* PROBLEM DETAILS: Only the lines holding "roads" are wanted here; copy each from the listing.

* DATA:
- Opening Delimiter -

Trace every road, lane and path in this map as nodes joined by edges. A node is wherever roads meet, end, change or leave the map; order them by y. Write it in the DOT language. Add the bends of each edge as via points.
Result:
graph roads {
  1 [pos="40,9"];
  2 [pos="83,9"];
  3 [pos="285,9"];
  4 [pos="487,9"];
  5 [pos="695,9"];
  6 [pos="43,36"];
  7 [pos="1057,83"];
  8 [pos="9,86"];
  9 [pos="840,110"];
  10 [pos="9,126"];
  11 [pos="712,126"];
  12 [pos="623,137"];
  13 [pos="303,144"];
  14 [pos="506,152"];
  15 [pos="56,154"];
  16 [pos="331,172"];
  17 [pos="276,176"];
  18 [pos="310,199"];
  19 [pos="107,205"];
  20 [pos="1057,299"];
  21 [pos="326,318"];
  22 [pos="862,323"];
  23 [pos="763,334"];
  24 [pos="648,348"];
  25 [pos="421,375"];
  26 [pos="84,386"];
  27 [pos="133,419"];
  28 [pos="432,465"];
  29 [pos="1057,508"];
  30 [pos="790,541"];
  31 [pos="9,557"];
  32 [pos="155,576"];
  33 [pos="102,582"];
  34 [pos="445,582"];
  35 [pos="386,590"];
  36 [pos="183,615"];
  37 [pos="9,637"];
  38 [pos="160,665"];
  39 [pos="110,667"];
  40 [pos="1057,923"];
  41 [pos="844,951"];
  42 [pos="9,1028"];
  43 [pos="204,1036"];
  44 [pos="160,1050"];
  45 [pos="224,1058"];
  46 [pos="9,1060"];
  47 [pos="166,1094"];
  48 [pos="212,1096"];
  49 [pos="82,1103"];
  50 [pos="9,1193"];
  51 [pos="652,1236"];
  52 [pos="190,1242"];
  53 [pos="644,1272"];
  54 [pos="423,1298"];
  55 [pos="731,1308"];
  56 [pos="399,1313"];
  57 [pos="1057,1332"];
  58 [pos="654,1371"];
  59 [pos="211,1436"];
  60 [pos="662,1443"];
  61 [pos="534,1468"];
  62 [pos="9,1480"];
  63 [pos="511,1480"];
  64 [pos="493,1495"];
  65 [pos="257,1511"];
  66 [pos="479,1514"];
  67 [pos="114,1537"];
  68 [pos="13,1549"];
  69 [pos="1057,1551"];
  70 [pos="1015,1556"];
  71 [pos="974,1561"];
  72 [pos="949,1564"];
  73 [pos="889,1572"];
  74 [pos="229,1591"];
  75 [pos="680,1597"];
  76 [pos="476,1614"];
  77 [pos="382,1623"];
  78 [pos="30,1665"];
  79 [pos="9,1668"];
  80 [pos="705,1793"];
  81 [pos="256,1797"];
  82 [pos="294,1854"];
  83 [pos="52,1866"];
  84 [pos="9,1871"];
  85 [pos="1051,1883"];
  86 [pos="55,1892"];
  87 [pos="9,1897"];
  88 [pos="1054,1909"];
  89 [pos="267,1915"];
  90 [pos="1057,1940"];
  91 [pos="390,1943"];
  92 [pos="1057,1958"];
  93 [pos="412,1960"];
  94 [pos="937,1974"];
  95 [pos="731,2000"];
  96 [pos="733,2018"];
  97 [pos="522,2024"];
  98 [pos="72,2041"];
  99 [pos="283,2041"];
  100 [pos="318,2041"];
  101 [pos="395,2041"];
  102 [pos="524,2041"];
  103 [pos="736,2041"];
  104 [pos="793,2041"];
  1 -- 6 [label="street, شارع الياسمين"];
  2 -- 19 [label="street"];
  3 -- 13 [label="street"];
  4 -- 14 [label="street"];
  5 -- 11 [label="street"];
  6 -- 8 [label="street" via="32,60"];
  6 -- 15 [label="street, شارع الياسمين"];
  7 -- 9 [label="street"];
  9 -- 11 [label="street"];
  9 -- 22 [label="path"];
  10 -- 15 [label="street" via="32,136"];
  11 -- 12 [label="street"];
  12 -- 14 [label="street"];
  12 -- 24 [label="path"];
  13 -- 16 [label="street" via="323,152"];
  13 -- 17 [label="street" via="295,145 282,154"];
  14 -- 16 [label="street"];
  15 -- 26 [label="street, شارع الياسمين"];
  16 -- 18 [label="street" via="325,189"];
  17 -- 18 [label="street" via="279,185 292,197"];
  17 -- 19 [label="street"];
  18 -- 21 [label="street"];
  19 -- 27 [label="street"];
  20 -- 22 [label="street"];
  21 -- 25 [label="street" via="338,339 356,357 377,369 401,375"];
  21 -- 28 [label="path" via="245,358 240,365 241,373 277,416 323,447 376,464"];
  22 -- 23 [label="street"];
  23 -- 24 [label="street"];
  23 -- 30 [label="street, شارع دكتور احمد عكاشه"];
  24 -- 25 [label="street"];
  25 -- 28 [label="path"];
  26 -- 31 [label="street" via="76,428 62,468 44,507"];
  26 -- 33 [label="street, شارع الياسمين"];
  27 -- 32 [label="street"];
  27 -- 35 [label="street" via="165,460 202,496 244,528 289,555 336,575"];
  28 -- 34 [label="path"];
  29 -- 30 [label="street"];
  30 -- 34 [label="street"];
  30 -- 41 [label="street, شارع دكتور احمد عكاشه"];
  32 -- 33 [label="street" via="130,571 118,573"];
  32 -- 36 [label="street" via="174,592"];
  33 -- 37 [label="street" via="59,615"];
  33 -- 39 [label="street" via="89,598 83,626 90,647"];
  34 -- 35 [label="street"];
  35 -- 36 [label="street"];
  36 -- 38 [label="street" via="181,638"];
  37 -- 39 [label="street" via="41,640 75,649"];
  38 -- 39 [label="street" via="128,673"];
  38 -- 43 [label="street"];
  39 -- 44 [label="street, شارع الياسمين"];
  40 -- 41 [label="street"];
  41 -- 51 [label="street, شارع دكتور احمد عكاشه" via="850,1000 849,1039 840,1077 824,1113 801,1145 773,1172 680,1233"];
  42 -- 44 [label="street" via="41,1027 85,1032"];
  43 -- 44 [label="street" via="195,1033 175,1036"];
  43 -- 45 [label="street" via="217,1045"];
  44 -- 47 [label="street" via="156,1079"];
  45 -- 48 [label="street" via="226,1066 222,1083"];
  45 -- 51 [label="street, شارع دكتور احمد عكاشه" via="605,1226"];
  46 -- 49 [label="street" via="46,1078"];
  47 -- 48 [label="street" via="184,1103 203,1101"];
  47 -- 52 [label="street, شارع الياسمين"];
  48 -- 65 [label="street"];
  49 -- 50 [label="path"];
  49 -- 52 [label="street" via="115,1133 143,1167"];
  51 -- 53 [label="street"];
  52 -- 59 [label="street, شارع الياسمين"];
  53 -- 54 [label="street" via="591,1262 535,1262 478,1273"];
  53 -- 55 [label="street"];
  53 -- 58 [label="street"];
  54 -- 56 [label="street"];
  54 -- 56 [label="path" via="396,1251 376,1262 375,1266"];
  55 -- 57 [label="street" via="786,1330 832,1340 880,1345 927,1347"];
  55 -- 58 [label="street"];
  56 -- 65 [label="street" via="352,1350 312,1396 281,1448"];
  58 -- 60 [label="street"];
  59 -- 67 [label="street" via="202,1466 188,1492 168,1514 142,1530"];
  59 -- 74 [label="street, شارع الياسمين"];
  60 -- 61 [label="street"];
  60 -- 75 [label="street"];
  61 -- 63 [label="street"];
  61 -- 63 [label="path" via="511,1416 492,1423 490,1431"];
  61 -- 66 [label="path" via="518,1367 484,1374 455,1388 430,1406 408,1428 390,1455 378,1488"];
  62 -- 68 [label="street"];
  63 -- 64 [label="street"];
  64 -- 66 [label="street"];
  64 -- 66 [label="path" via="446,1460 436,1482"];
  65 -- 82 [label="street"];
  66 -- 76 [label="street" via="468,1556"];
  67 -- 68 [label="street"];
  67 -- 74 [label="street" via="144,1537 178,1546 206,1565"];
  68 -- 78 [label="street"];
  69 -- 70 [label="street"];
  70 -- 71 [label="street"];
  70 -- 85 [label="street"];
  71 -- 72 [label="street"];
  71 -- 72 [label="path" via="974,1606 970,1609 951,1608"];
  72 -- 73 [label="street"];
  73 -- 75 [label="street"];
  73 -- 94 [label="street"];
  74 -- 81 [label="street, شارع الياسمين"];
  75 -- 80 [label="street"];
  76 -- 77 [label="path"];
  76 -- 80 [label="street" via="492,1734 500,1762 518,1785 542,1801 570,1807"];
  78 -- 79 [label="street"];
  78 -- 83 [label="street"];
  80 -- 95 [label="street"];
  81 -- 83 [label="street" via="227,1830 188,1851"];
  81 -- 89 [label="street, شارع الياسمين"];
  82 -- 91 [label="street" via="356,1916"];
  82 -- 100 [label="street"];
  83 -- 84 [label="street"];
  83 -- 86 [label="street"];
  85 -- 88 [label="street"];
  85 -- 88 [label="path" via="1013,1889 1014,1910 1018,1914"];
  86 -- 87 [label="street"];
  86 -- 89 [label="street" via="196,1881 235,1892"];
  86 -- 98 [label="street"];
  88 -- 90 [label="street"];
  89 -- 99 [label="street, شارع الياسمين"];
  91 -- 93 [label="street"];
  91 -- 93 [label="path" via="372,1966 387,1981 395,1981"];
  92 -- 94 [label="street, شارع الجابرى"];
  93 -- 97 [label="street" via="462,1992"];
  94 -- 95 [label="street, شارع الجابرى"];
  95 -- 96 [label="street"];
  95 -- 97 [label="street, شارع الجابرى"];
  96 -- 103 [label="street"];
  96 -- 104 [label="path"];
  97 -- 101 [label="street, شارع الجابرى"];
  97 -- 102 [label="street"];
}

- Closing Delimiter -

* RESPONSE TO THE EXERCISE:
Trace every road, lane and path in this map as nodes joined by edges. A node is wherever roads meet, end, change or leave the map; order them by y. Write it in the DOT language. Add the bends of each edge as via points.
graph roads {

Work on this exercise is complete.